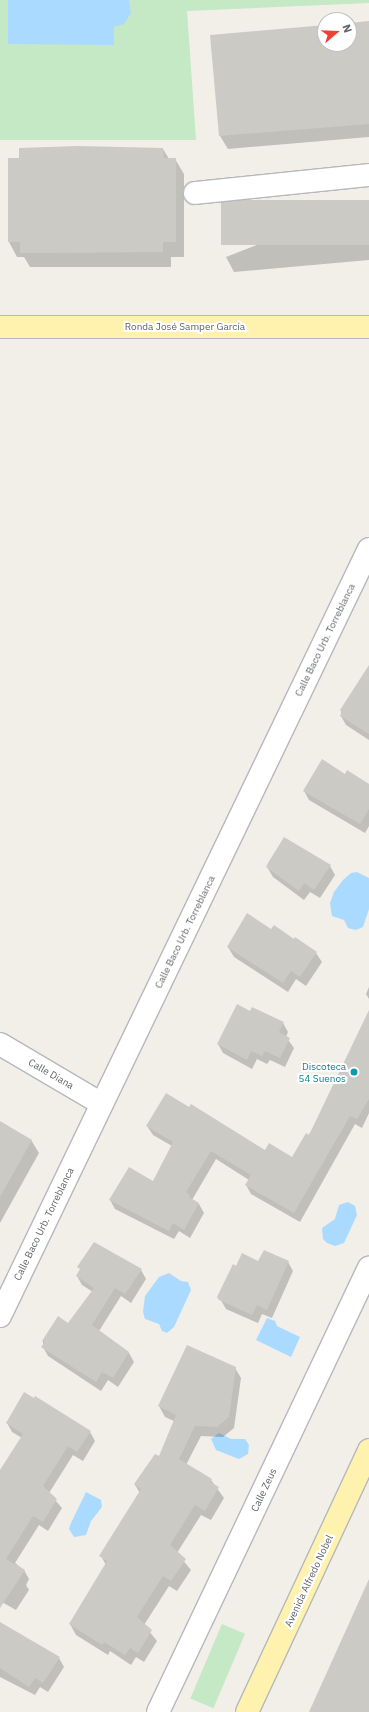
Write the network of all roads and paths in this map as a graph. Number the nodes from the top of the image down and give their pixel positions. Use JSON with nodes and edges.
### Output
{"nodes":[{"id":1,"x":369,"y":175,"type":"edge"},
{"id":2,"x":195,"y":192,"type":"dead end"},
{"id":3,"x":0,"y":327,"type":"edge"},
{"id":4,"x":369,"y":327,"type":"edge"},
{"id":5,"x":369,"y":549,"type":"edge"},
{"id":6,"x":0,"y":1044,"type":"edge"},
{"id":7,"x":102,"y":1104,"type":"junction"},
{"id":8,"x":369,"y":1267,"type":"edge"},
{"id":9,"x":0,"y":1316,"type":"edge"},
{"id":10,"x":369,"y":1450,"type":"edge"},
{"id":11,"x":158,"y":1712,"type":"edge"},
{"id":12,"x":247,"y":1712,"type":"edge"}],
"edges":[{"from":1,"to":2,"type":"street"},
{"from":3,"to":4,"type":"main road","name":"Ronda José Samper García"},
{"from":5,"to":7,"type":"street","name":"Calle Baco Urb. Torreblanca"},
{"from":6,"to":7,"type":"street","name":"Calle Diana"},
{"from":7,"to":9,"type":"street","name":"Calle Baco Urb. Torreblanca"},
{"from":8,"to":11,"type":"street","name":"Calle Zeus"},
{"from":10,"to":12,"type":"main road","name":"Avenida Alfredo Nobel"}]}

----

**YOUR INSTRUCTIONS**. Leaving aside the pictures, copy the listing above exactly.

**WORKED SOLUTION**.
Write the network of all roads and paths in this map as a graph. Number the nodes from the top of the image down and give their pixel positions. Use JSON with nodes and edges.
### Output
{"nodes":[{"id":1,"x":369,"y":175,"type":"edge"},
{"id":2,"x":195,"y":192,"type":"dead end"},
{"id":3,"x":0,"y":327,"type":"edge"},
{"id":4,"x":369,"y":327,"type":"edge"},
{"id":5,"x":369,"y":549,"type":"edge"},
{"id":6,"x":0,"y":1044,"type":"edge"},
{"id":7,"x":102,"y":1104,"type":"junction"},
{"id":8,"x":369,"y":1267,"type":"edge"},
{"id":9,"x":0,"y":1316,"type":"edge"},
{"id":10,"x":369,"y":1450,"type":"edge"},
{"id":11,"x":158,"y":1712,"type":"edge"},
{"id":12,"x":247,"y":1712,"type":"edge"}],
"edges":[{"from":1,"to":2,"type":"street"},
{"from":3,"to":4,"type":"main road","name":"Ronda José Samper García"},
{"from":5,"to":7,"type":"street","name":"Calle Baco Urb. Torreblanca"},
{"from":6,"to":7,"type":"street","name":"Calle Diana"},
{"from":7,"to":9,"type":"street","name":"Calle Baco Urb. Torreblanca"},
{"from":8,"to":11,"type":"street","name":"Calle Zeus"},
{"from":10,"to":12,"type":"main road","name":"Avenida Alfredo Nobel"}]}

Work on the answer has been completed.